TASK: Lines that include "Hill" make up the answer; copy all of them from the data below.

[[ INFORMATION SHOWN, beginning ]]

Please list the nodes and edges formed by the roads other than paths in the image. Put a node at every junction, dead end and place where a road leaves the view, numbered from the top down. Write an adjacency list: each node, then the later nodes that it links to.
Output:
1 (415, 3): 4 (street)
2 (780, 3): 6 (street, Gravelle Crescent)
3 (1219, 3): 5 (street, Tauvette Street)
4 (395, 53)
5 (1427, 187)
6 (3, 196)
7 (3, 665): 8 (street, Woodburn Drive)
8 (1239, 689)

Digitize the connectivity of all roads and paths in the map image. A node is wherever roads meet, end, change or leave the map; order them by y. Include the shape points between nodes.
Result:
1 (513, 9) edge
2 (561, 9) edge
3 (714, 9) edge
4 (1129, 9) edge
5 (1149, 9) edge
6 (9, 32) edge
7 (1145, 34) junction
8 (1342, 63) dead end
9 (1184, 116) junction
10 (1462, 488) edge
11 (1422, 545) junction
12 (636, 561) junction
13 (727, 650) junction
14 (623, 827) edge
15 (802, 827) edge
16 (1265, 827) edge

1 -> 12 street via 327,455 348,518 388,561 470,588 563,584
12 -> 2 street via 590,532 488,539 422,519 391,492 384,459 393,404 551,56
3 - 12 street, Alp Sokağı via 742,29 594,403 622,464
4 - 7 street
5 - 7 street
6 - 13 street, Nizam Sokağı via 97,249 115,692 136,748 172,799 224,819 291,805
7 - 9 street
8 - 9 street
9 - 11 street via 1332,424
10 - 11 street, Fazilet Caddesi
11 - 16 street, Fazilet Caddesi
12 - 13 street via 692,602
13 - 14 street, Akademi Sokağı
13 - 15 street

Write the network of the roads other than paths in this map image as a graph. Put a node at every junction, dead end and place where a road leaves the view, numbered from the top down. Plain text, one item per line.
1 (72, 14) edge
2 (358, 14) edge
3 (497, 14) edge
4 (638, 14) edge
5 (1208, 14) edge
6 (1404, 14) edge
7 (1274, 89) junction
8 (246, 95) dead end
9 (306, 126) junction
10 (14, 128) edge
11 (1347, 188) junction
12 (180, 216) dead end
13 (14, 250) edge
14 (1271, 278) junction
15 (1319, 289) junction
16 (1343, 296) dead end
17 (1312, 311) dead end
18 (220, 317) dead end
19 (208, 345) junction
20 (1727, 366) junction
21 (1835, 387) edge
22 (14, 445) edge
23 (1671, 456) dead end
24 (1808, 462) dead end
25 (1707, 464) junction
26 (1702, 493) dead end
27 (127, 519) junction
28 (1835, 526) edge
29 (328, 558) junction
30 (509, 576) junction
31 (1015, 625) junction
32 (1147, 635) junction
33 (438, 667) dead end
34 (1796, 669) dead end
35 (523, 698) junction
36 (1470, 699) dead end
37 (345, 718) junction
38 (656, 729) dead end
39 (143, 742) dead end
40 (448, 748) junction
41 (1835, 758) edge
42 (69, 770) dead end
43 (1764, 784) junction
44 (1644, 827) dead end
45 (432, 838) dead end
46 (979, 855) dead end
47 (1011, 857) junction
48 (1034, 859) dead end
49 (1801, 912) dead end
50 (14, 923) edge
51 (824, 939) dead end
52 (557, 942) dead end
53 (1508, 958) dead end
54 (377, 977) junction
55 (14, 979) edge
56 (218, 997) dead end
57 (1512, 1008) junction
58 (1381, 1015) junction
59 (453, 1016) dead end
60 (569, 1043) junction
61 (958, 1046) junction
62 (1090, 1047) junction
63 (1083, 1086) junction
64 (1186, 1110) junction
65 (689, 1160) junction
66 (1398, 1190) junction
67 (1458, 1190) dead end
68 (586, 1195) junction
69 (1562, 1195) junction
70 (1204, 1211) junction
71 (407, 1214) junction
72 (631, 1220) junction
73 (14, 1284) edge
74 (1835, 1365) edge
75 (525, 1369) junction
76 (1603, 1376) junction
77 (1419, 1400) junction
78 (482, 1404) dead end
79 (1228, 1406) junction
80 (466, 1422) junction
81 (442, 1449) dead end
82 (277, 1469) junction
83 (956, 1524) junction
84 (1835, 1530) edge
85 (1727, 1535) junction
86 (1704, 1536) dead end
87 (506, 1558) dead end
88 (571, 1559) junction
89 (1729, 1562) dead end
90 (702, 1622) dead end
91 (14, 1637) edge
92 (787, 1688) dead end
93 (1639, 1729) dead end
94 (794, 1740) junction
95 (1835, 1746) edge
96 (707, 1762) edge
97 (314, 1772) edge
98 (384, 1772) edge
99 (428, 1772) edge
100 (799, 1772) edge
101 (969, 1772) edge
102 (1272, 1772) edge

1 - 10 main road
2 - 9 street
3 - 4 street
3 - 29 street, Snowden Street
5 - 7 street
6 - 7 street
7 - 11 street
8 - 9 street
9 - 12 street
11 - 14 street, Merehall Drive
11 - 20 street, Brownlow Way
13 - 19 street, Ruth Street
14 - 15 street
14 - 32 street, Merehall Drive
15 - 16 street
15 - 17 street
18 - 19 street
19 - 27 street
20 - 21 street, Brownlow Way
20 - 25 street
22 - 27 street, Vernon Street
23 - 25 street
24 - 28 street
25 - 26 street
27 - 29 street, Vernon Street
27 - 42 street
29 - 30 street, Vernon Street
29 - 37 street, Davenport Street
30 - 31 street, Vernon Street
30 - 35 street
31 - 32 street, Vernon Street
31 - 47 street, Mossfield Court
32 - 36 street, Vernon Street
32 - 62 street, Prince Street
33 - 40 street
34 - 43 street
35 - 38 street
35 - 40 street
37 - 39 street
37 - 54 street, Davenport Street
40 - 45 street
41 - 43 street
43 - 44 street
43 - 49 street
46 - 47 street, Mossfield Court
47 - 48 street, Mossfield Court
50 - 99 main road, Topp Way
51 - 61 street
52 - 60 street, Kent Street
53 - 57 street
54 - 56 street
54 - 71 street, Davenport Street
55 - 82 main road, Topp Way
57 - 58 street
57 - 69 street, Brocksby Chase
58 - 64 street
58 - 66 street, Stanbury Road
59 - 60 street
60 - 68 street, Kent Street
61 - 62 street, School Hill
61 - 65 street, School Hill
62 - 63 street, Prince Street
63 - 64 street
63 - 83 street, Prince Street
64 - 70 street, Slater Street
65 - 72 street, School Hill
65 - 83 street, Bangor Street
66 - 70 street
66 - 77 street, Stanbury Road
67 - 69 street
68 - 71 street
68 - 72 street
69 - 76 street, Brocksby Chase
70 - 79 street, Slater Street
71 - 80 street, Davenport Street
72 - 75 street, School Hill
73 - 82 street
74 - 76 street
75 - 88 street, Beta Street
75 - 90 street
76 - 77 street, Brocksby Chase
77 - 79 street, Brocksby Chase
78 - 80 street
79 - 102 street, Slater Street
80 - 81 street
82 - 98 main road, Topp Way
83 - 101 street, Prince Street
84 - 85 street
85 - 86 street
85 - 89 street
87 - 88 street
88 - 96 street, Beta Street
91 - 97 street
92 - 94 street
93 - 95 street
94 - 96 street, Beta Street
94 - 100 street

[[ INFORMATION SHOWN, end ]]

SOLUTION TO THIS PROBLEM:
61 - 62 street, School Hill
61 - 65 street, School Hill
65 - 72 street, School Hill
72 - 75 street, School Hill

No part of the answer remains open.